Edward Snowden has raised a very significant issue concerning the confidentiality and sovereignty of your data when he leaked what went on with the NSA. This has affected how individuals and organisations do business with American-chartered IT organisations like all of Silicon Valley.
The data sovereignty question is even being extended towards data held within nations that implement a federation or similar geopolitical structure like the USA, Canada, Germany, Switzerland or Australia. This situation could even apply to the United Kingdom thanks to the devolved countries like Scotland and Wales acquiring independent powers similar to a state in a federation. Here the question that come in to play is which state’s rules govern the data that is being created. It has come in to play since the US Supreme Court overturned Roe vs Wade and placed women at risk of trouble if they seek abortions within the USA’s “Red” states, because of the increased computerisation of our business and personal lives.

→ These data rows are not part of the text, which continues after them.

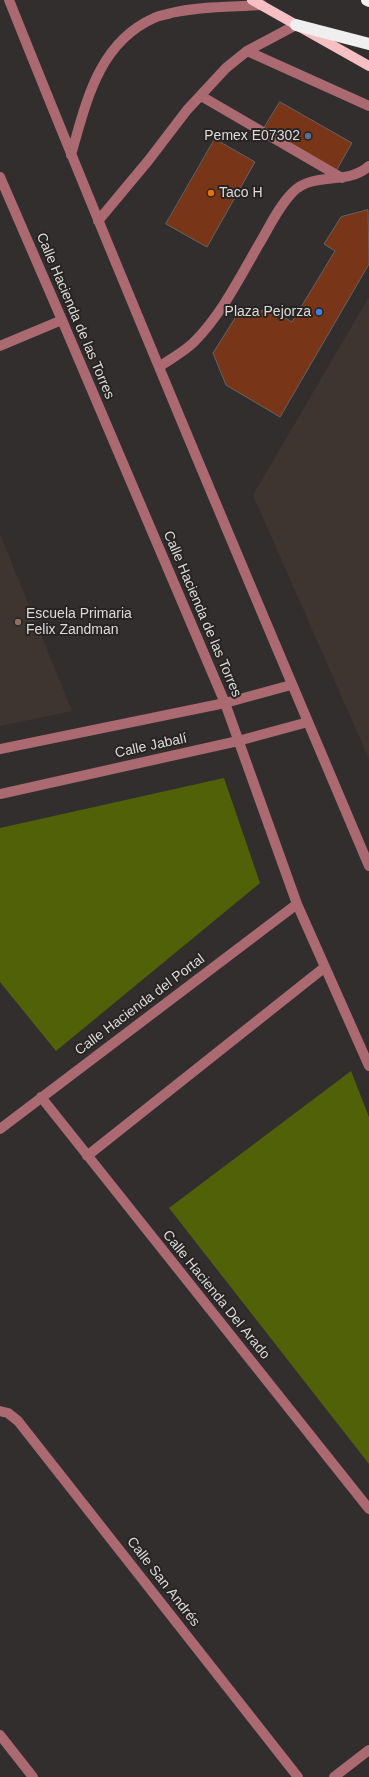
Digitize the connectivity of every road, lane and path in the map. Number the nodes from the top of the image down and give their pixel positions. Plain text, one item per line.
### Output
1 (9, 0) edge
2 (252, 0) edge
3 (262, 5) junction
4 (296, 25) junction
5 (369, 44) edge
6 (247, 51) junction
7 (369, 66) edge
8 (201, 96) junction
9 (369, 106) edge
10 (71, 155) junction
11 (369, 166) edge
12 (0, 177) edge
13 (342, 178) junction
14 (98, 221) junction
15 (62, 320) junction
16 (0, 346) edge
17 (159, 367) junction
18 (291, 685) junction
19 (225, 703) junction
20 (308, 722) junction
21 (238, 741) junction
22 (0, 749) edge
23 (0, 794) edge
24 (369, 866) edge
25 (297, 904) junction
26 (325, 967) junction
27 (369, 1066) edge
28 (41, 1097) junction
29 (0, 1130) edge
30 (87, 1156) junction
31 (0, 1411) edge
32 (369, 1509) edge
33 (0, 1735) edge
34 (369, 1750) edge
35 (33, 1777) edge
36 (298, 1777) edge
37 (334, 1777) edge

1 - 10 street
2 - 3 main road
3 - 4 main road
3 - 10 street
4 - 5 highway
4 - 6 street
4 - 7 main road
6 - 8 street
6 - 9 street
8 - 13 street
8 - 14 street
10 - 14 street
11 - 13 street
12 - 15 street, Calle Hacienda de las Torres
13 - 17 street
14 - 17 street
15 - 16 street
15 - 19 street, Calle Hacienda de las Torres
17 - 18 street
18 - 19 street, Calle Jabalí
18 - 20 street
19 - 21 street, Calle Hacienda de las Torres
19 - 22 street, Calle Jabalí
20 - 21 street, Calle Jabalí
20 - 24 street
21 - 23 street, Calle Jabalí
21 - 25 street, Calle Hacienda de las Torres
25 - 26 street, Calle Hacienda de las Torres
25 - 28 street, Calle Hacienda del Portal
26 - 27 street, Calle Hacienda de las Torres
26 - 30 street
28 - 29 street, Calle Hacienda del Portal
28 - 30 street, Calle Hacienda Del Arado
30 - 32 street, Calle Hacienda Del Arado
31 - 36 street, Calle San Andrés
33 - 35 street
34 - 37 street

But what has happened was that Microsoft took up a new model for setting up data storage which is in the form of a “data trustee”. This model is similar to how a trust fund operates where a third party who is known as a trustee, is tasked to control funds and assets that come in to that fund for the benefit of the recipients.
In this case, Microsoft is setting up data centers in Germany and delegating Deutsche Telekom, a telco entirely chartered in Germany, to control these data-storage facilities as a “data trustee” for them. But the data stored on these facilities will be Microsoft’s and their customers’ data.
Why Germany? Warum Deutschland? This is because Germany, a country which has been passed through some horrible periods of history where big government abused citizens’ privacy in the form of the Third Reich and East Germany, have enacted some of the world’s tightest privacy laws.
What I see of this is that a person who signs up to a Webmail service, online storage service, Webhost or similar online service could be given the option to have the data held on servers in a nominated country, most likely rated according to the country’s standard of privacy and data sovereignty. Similarly, companies chartered in countries with rigorous data privacy and confidentiality standards could end up doing valuable business in renting data center space or providing online services to local and foreign individuals and companies wanting stronger privacy.
On the other hand, these countries could end up with the same reputation that Switzerland had with its banks. This was where Switzerland’s financial-secrecy laws were abused by people and companies who were laundering or concealing ill-gotten gains in Swiss banks to avoid official scrutiny. In relationship to data, this could allow for data associated with criminal activity such as child-abuse imagery or pirated software to be concealed in countries with high data-privacy standards.
But the authorities in those countries can act as a legal filter to make sure that any official data requests are for legitimate crime-fighting and personal-safety reasons rather than to suppress internationally-recognised core freedoms and liberties.
Created 13 November 2015. Updated 8 July 2022 to encompass the reversal of Roe vs Wade and the ramifications associated with countries that implement a federation or similar geopolitical structure.